Llevo una semana con el cuerpo en tensión y durmiendo muy poco. Me tiemblan las manos y, aunque me acuesto pronto, hay algo que me mantiene despierta por horas. Esos son síntomas de que algo no va bien y lo cierto es que, hasta ahora, no había podido detectar qué era. Pero, finalmente, he podido descifrar las señales: mi casa está ardiendo y yo estoy a 600km de ella. 

Cuando nos marchamos de Venezuela y vinimos a España, elegimos vivir en un pueblo de la provincia de Tarragona; playa, buen tiempo y seguridad. Nunca nos arrepentimos de esa decisión, porque nuestra infancia fue tan bonita como aprendre el català y regalar rosas a mamá para Sant Jordi. Y cuando íbamos a Barcelona, perder el tren de vuelta no era una mala noticia, porque significaba pasar un poco más de tiempo en esa ciudad que me sigue robando el corazón, y que más tarde se convirtió en el atrezzo de muchos de nuestros errores y aciertos.

Aunque hace año y medio me mudé a Madrid para empezar algo nuevo, mi casa sigue estando allí, junto a mi familia y amigos de toda una corta, pero intensa, vida. Así que, querido lector, no puede usted imaginarse lo duro que me resulta contener mi llanto cuando veo lo que está sucediendo en esas calles que, en algún momento, me hicieron la persona más feliz del mundo. 

Personas corriendo sin rumbo, amigos heridos, conocidos furiosos y familiares con miedo de volver a casa. Al ver las imágenes, me pregunto: ¿Cómo cabe tanto dolor en una pantalla tan pequeña? ¿Y yo qué debería hacer, estando lejos?
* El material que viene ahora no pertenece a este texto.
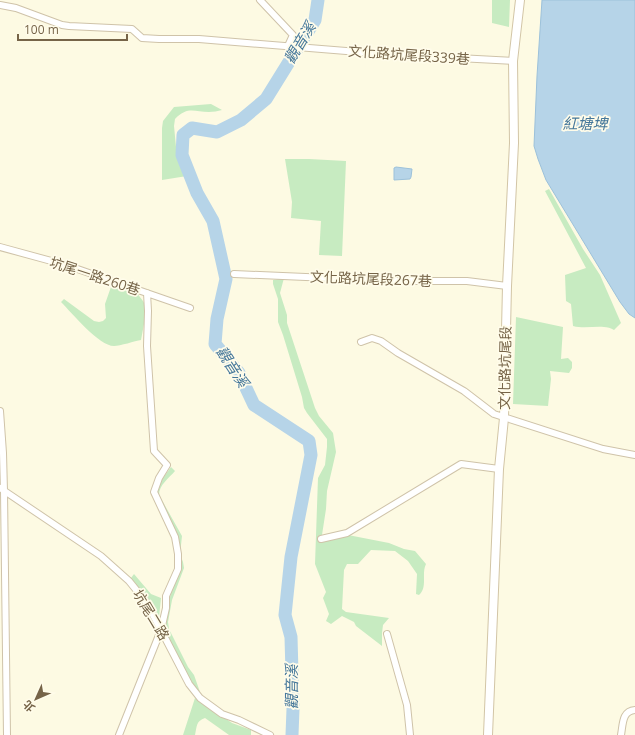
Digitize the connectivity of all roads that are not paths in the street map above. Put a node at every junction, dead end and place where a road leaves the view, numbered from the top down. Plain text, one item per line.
1 (260, 0) edge
2 (520, 0) edge
3 (0, 5) edge
4 (290, 46) junction
5 (513, 61) junction
6 (0, 247) edge
7 (234, 274) dead end
8 (507, 286) junction
9 (147, 293) junction
10 (190, 308) dead end
11 (361, 342) dead end
12 (0, 411) edge
13 (504, 418) junction
14 (635, 455) edge
15 (499, 469) junction
16 (2, 490) edge
17 (321, 539) dead end
18 (161, 630) junction
19 (387, 634) dead end
20 (635, 710) edge
21 (7, 735) edge
22 (119, 735) edge
23 (270, 735) edge
24 (410, 735) edge
25 (488, 735) edge
26 (621, 735) edge

1 - 4 street
2 - 5 main road, 文化路坑尾段
3 - 4 street, 文化路坑尾段339巷
4 - 5 street, 文化路坑尾段339巷
5 - 8 main road, 文化路坑尾段
6 - 9 street, 坑尾一路260巷
7 - 8 street, 文化路坑尾段267巷
8 - 13 main road, 文化路坑尾段
9 - 10 street, 坑尾一路260巷
9 - 18 street
11 - 13 street
12 - 16 street
13 - 14 street
13 - 15 main road, 文化路坑尾段
15 - 17 street
15 - 25 main road, 文化路坑尾段
16 - 18 street, 坑尾二路
16 - 21 street
18 - 22 street
18 - 23 street, 坑尾二路
19 - 24 street
20 - 26 street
Si por mucho que quisiera plantarme en la Puerta del Sol a levantar mi bandera sin hacer daño a nadie, vendrían a por mí. ¿No os indigna pensar que, en un país “democático”, alguien – y seguro no soy la única – tenga miedo a manifestarse? Esta no es la definición de democracia que aprendí en mi colegio catalán, ni la que aprendo ahora en mi universidad madrileña; para que veáis que esto no se trata de estar a un lado o a otro de la frontera. 

Siento que estoy en deuda con Catalunya, por acogerme siempre con los brazos abiertos y un buen plato de galets sobre la mesa. Esta es mi forma de decirle que la quiero. Más allá de todos los hechos que han provocado la situación actual, cada día que pasa desde la publicación de esa sentencia, me siento más impotente y más encolerizada. Esta crisis ha hecho brotar las enfermedades más letales que padece la sociedad española: medios parciales y crueles, ‘dirigentes’ aprovechándose del descontrol para ‘dirigir’ votos en el 10N – unas elecciones que se celebrarán sobre urnas violentas e impulsivas; pero, sobre todo, odio. Un odio en dirección equivocada: odio entre españoles y catalanes, cuando debería ser odio al Estado que sembró y alimentó dicho odio . 

 

Así que mi casa está en llamas y, dentro de ella, hay personas luchando por un final feliz, otras echándole leña y otras mirando como arde. 

Y lo que me da miedo no es volver a casa y verla gris y destrozada (eso solo me partiría el corazón), sino verla rendida, sumisa y callada.